Abstract

This paper sheds light on a poorly understood phenomenon in microfinance which is often referred to as a drift: A tendency reviewed by numerous microfinance institutions to extend larger average loan sizes in the process of scaling-up. We argue that this phenomenon is not driven by transaction cost minimization alone. Instead, poverty-oriented microfinance institutions could potentially deviate from their mission by extending larger loan sizes neither because of progressive lending nor because of but because of the interplay between their own mission, the cost differentials between poor and unbanked wealthier clients, and region-specific characteristics pertaining the heterogeneity of their clientele.

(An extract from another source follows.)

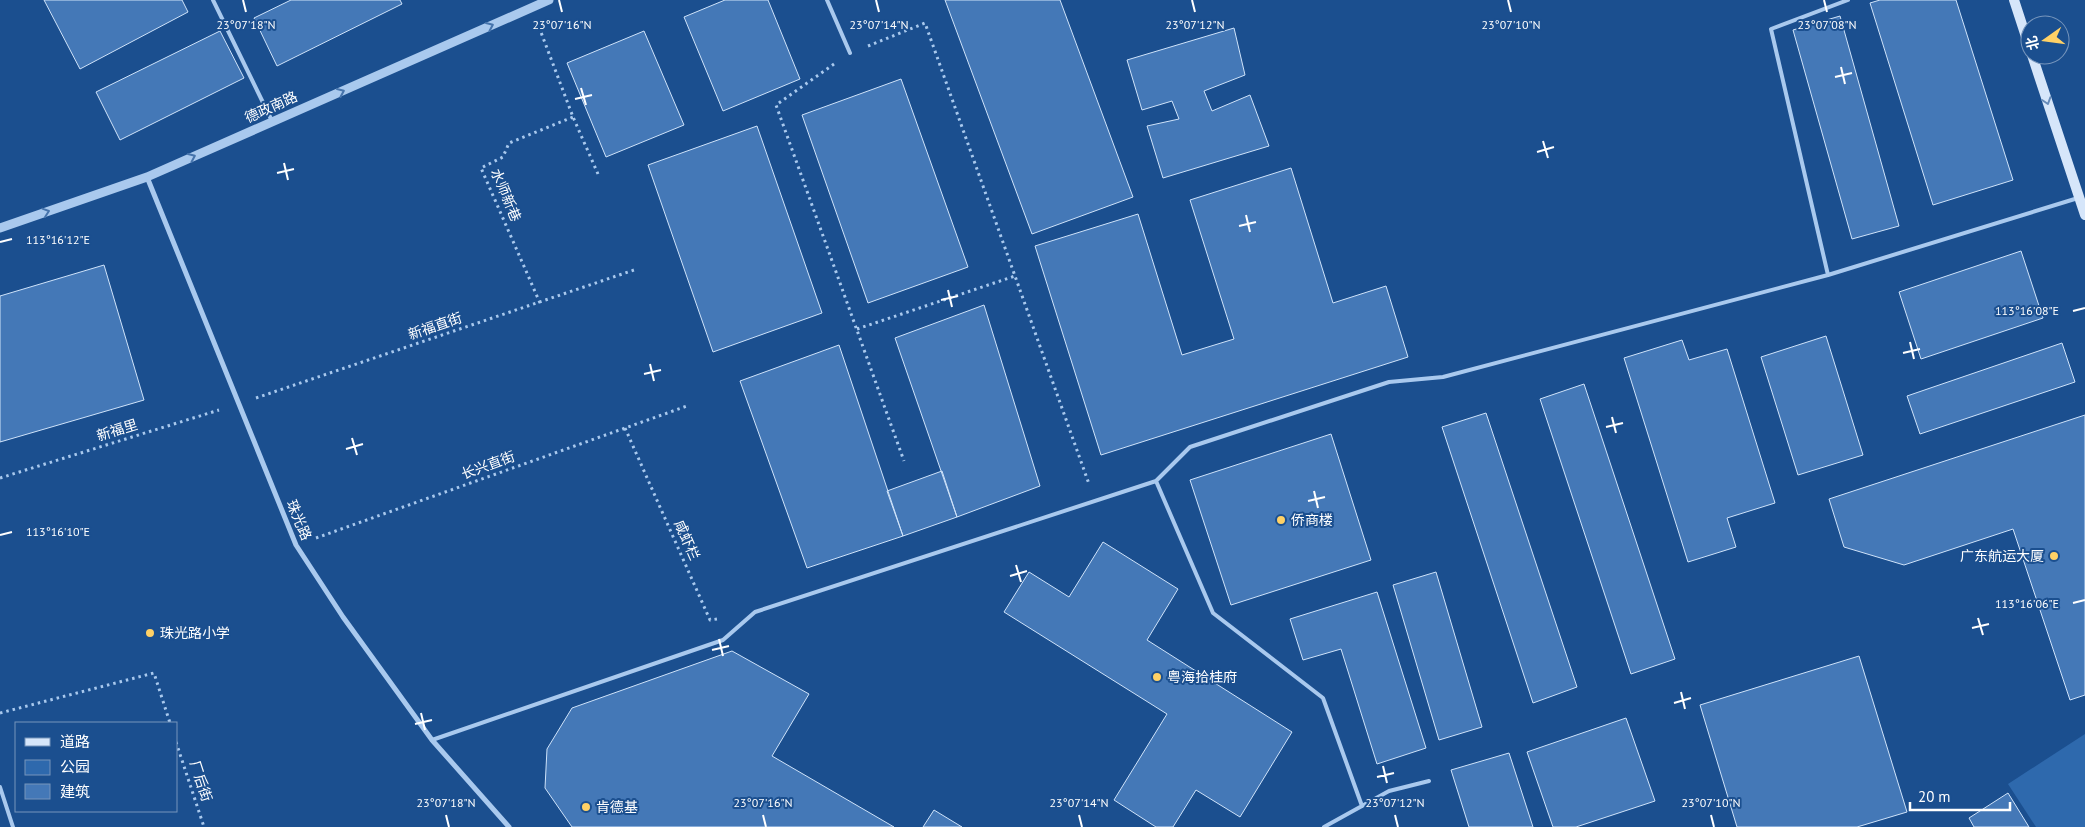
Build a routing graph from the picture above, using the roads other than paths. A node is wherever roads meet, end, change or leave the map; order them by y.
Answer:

In a simple one-period framework we pin-down the conditions under which mission drift can emerge. Our framework shows that there is a thin line between mission drift and cross-subsidization, which in turn makes it difficult for empirical researchers to establish whether a microfinance institution has deviated from its poverty-reduction mission. This paper also suggests that institutions operating in regions which host a relatively small number of very poor individuals might be misleadingly perceived as deviating from their mission. Because existing empirical studies cannot tear apart between mission drift and cross-subsidization, these studies should not guide donors and socially responsible investors pertaining resource allocation across institutions offering financial services to the poor. The difficulty in tearing apart cross-subsidization and mission drift is discussed in light of the contrasting experiences between microfinance institutions operating in Latin America and South Asia.